• _What you have to do_: Where a line in the records below includes "Myrtle", pull that line out.

Saved entries
=== Section Start ===
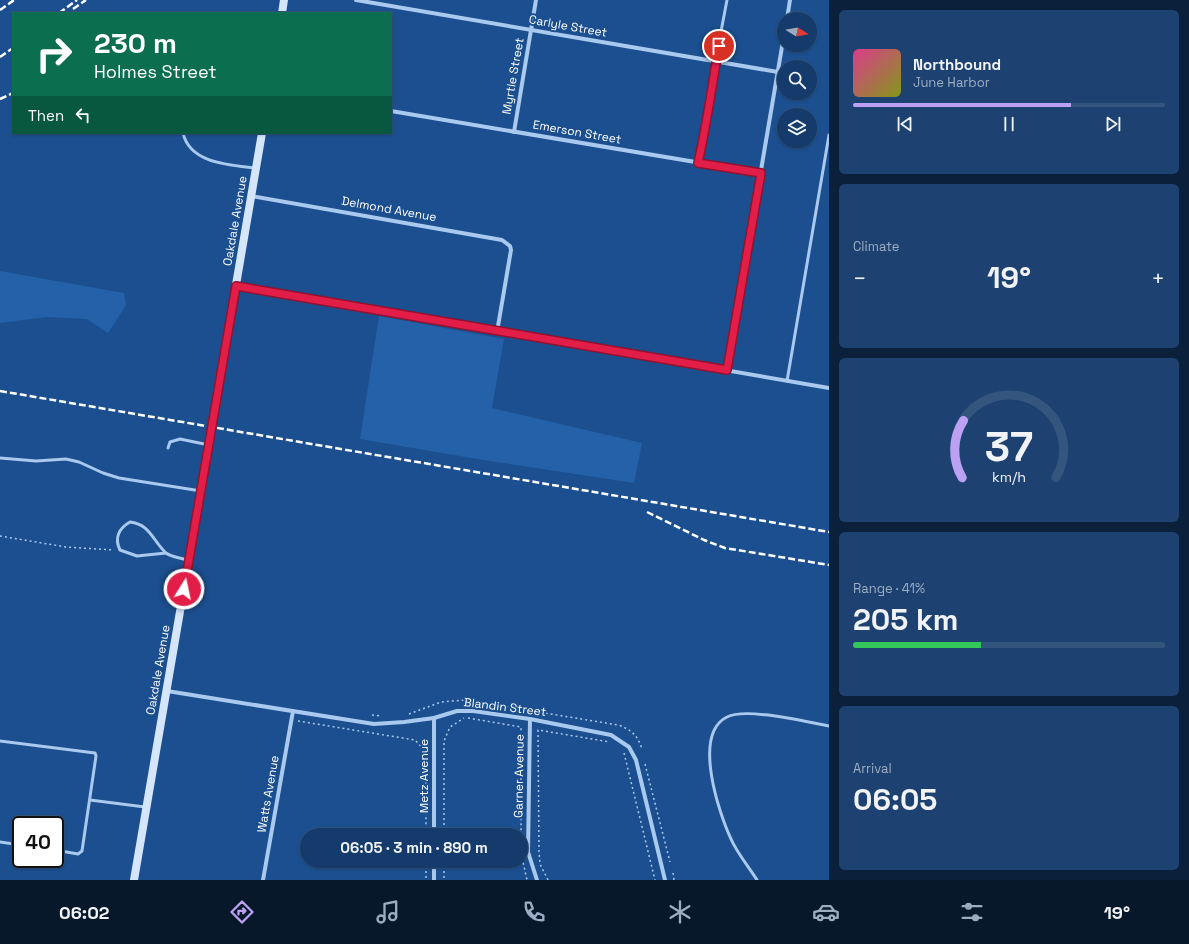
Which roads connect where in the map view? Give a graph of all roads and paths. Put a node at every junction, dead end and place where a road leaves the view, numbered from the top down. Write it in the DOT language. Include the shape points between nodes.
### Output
graph roads {
  1 [pos="284,0"];
  2 [pos="356,0"];
  3 [pos="536,0"];
  4 [pos="727,0"];
  5 [pos="790,0"];
  6 [pos="282,12"];
  7 [pos="788,12"];
  8 [pos="531,30"];
  9 [pos="716,61"];
  10 [pos="777,72"];
  11 [pos="777,78"];
  12 [pos="392,111"];
  13 [pos="514,132"];
  14 [pos="183,134"];
  15 [pos="262,134"];
  16 [pos="829,135"];
  17 [pos="698,163"];
  18 [pos="256,168"];
  19 [pos="761,173"];
  20 [pos="251,196"];
  21 [pos="236,286"];
  22 [pos="497,332"];
  23 [pos="727,370"];
  24 [pos="787,381"];
  25 [pos="829,388"];
  26 [pos="209,445"];
  27 [pos="168,448"];
  28 [pos="0,458"];
  29 [pos="201,491"];
  30 [pos="0,536"];
  31 [pos="120,550"];
  32 [pos="166,553"];
  33 [pos="189,560"];
  34 [pos="166,691"];
  35 [pos="293,712"];
  36 [pos="434,718"];
  37 [pos="530,719"];
  38 [pos="829,726"];
  39 [pos="297,728"];
  40 [pos="0,741"];
  41 [pos="614,743"];
  42 [pos="623,750"];
  43 [pos="645,764"];
  44 [pos="90,800"];
  45 [pos="147,807"];
  46 [pos="426,828"];
  47 [pos="434,828"];
  48 [pos="444,828"];
  49 [pos="520,828"];
  50 [pos="0,842"];
  51 [pos="12,844"];
  52 [pos="64,852"];
  53 [pos="670,862"];
  54 [pos="426,868"];
  55 [pos="434,868"];
  56 [pos="444,868"];
  57 [pos="524,868"];
  58 [pos="673,873"];
  59 [pos="134,880"];
  60 [pos="263,880"];
  61 [pos="426,880"];
  62 [pos="434,880"];
  63 [pos="444,880"];
  64 [pos="527,880"];
  65 [pos="537,880"];
  66 [pos="548,880"];
  67 [pos="655,880"];
  68 [pos="665,880"];
  69 [pos="674,880"];
  70 [pos="757,880"];
  1 -- 6 [label="street"];
  2 -- 8 [label="street, Carlyle Street"];
  3 -- 8 [label="street, Myrtle Street"];
  4 -- 9 [label="lane"];
  5 -- 7 [label="street"];
  8 -- 9 [label="street, Carlyle Street"];
  8 -- 13 [label="street, Myrtle Street"];
  9 -- 10 [label="street, Carlyle Street"];
  9 -- 17 [label="lane"];
  11 -- 19 [label="street"];
  12 -- 13 [label="street, Emerson Street"];
  13 -- 17 [label="street, Emerson Street"];
  14 -- 18 [label="lane" via="194,150 210,160"];
  15 -- 18 [label="street, Oakdale Avenue"];
  16 -- 24 [label="lane"];
  17 -- 19 [label="street, Emerson Street"];
  18 -- 20 [label="street, Oakdale Avenue"];
  19 -- 23 [label="street"];
  20 -- 21 [label="street, Oakdale Avenue"];
  20 -- 22 [label="street, Delmond Avenue" via="497,238 510,246"];
  21 -- 22 [label="street"];
  21 -- 26 [label="street, Oakdale Avenue"];
  22 -- 23 [label="street"];
  23 -- 24 [label="street"];
  24 -- 25 [label="street"];
  26 -- 27 [label="lane" via="175,439 170,442"];
  26 -- 29 [label="street, Oakdale Avenue"];
  28 -- 29 [label="lane" via="66,460 119,478"];
  29 -- 33 [label="street, Oakdale Avenue"];
  30 -- 31 [label="path" via="66,547"];
  31 -- 32 [label="lane" via="137,556"];
  31 -- 32 [label="lane" via="117,541 121,528 130,522 136,522 145,528"];
  32 -- 33 [label="lane"];
  33 -- 34 [label="street, Oakdale Avenue"];
  34 -- 35 [label="street, Blandin Street"];
  34 -- 45 [label="street, Oakdale Avenue"];
  35 -- 36 [label="street, Blandin Street" via="374,724"];
  35 -- 60 [label="street, Watts Avenue"];
  36 -- 37 [label="street, Blandin Street" via="457,711 469,711"];
  36 -- 47 [label="street, Metz Avenue"];
  37 -- 65 [label="street, Garner Avenue" via="528,852"];
  37 -- 68 [label="street, Blandin Street" via="611,735 629,747 636,760"];
  38 -- 70 [label="lane" via="747,713 726,717 713,731 710,758 717,801 731,840"];
  39 -- 46 [label="path" via="298,721 414,740 418,743 426,752"];
  40 -- 44 [label="lane" via="95,753"];
  41 -- 66 [label="path" via="538,730 539,850 540,864"];
  42 -- 67 [label="path"];
  43 -- 53 [label="path"];
  44 -- 45 [label="lane"];
  44 -- 52 [label="lane" via="82,851 78,854"];
  45 -- 59 [label="street, Oakdale Avenue"];
  48 -- 49 [label="path" via="444,740 450,727 465,718 521,727"];
  50 -- 51 [label="lane"];
  54 -- 61 [label="path"];
  55 -- 62 [label="street"];
  56 -- 63 [label="path"];
  57 -- 64 [label="path"];
  58 -- 69 [label="path"];
}
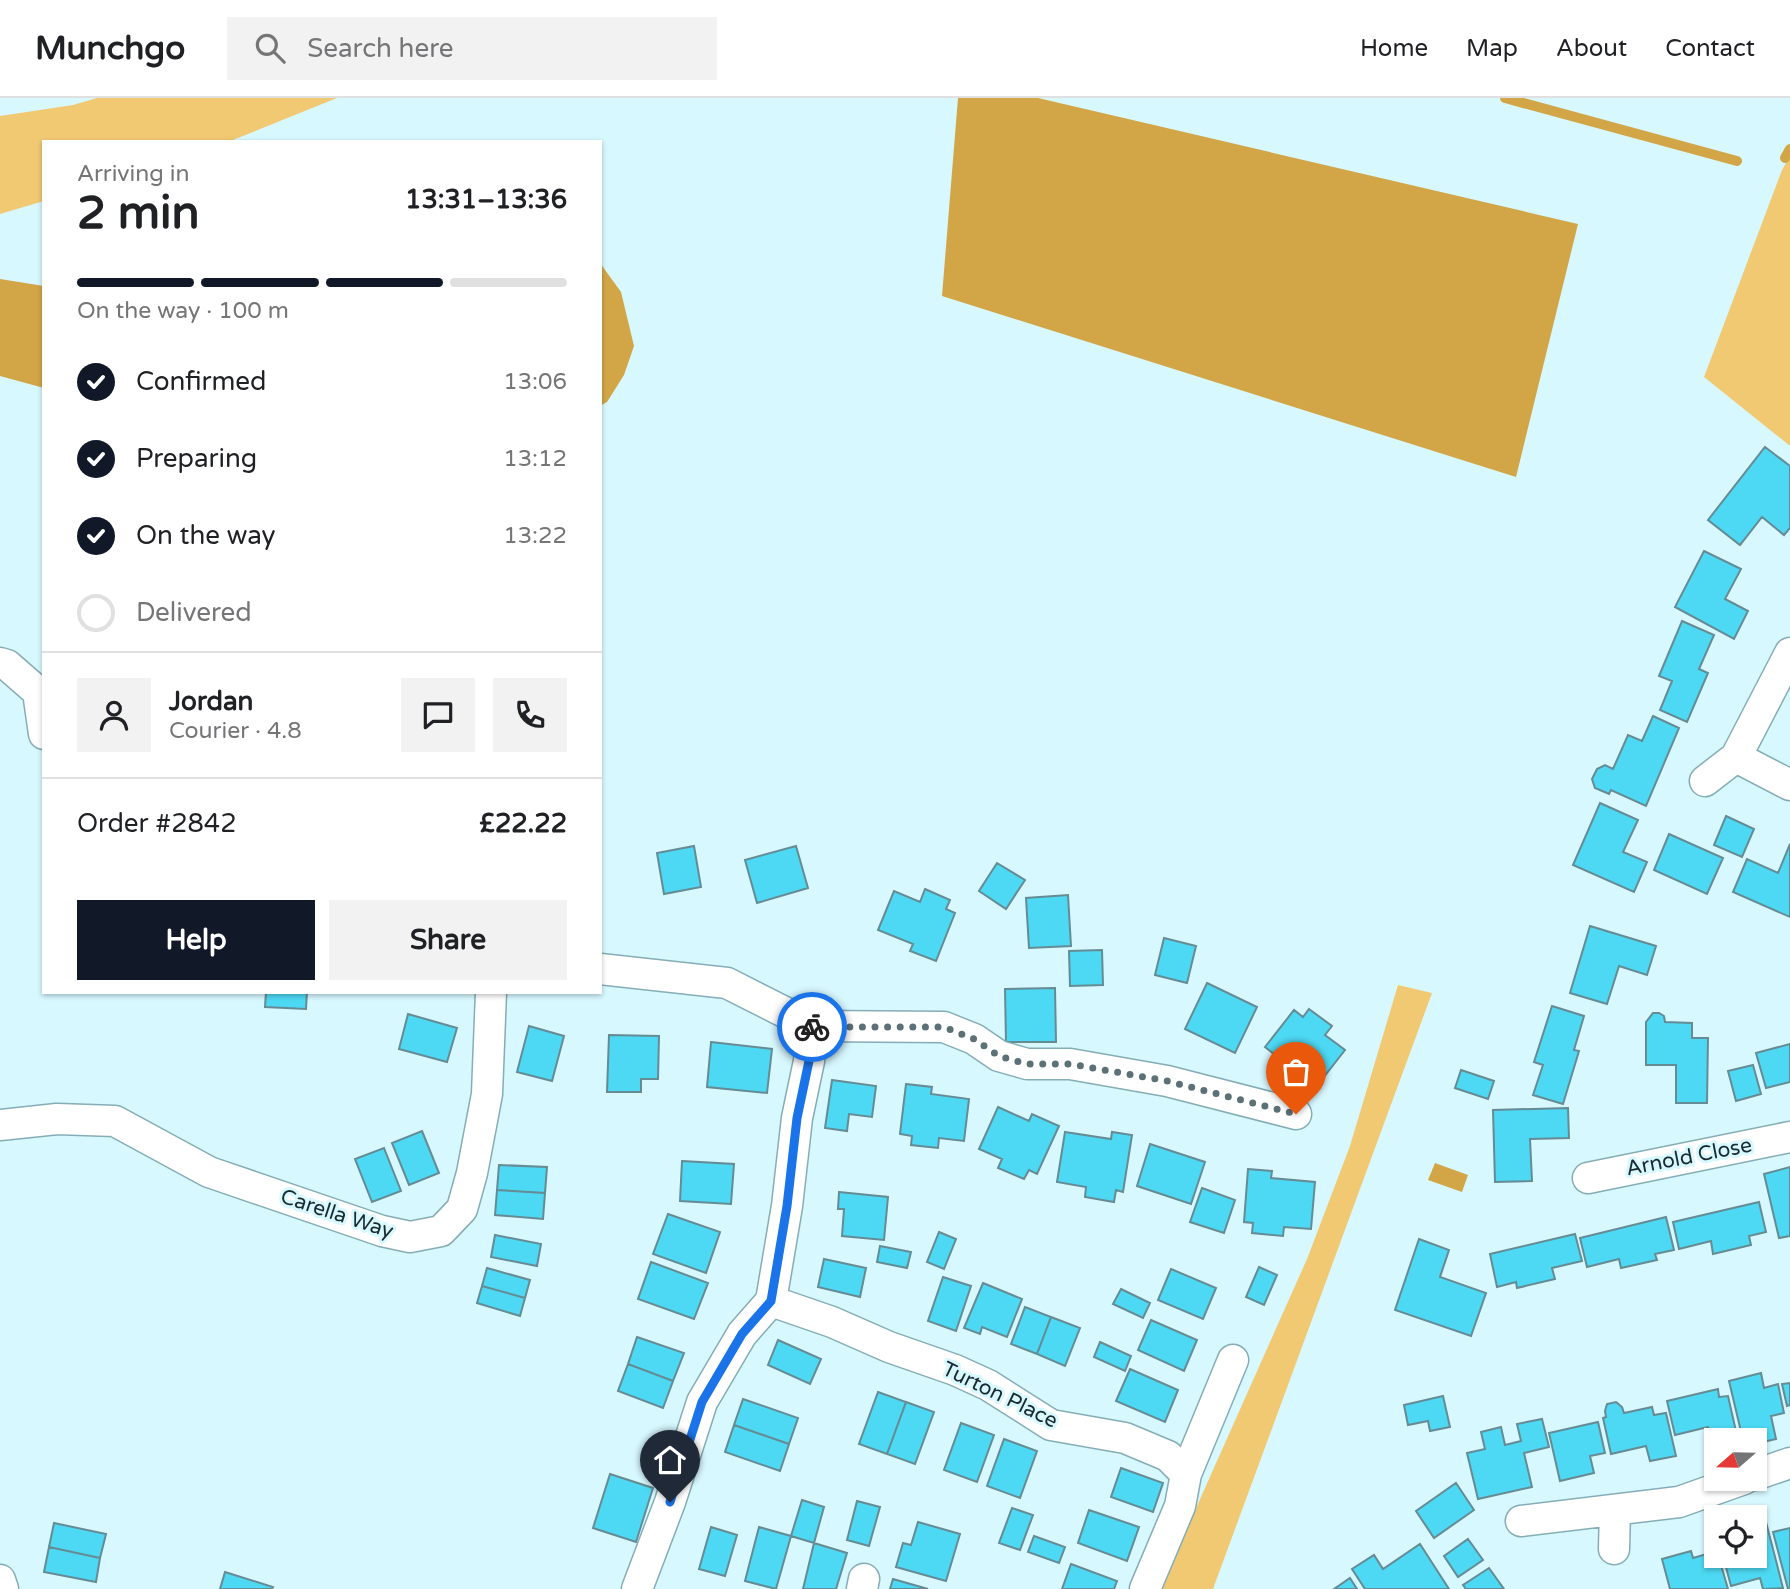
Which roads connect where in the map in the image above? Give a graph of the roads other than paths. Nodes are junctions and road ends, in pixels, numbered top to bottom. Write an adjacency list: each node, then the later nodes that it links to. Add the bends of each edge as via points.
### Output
1 (1790, 653): 4 (street)
2 (0, 663): 3 (street, via 38,692)
3 (42, 720)
4 (1736, 757): 5 (street); 6 (street)
5 (1704, 781)
6 (1790, 785)
7 (602, 969): 9 (street, via 727,983)
8 (491, 994): 11 (street, Carella Way, via 487,1094 472,1173 462,1209 441,1231 410,1237 382,1231 209,1172 115,1121 57,1119)
9 (812, 1026): 10 (street, via 944,1027 999,1056 1027,1064 1070,1064 1167,1081); 14 (street)
10 (1296, 1114)
11 (0, 1125)
12 (1790, 1137): 13 (street, Arnold Close)
13 (1588, 1178)
14 (771, 1301): 18 (street, Turton Place, via 956,1370 1051,1425 1125,1438 1168,1456); 25 (street, via 742,1334 702,1402)
15 (1233, 1360): 18 (street)
16 (1790, 1463): 17 (street)
17 (1768, 1471)
18 (1186, 1474): 26 (street, via 1180,1506)
19 (1710, 1491): 20 (street, via 1679,1502)
20 (1615, 1510): 21 (street); 22 (street)
21 (1521, 1521)
22 (1614, 1549)
23 (0, 1580): 24 (street)
24 (3, 1589)
25 (638, 1589)
26 (1145, 1589)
=== Section End ===
• _Task output_:
  3 -- 8 [label="street, Myrtle Street"];
  8 -- 13 [label="street, Myrtle Street"];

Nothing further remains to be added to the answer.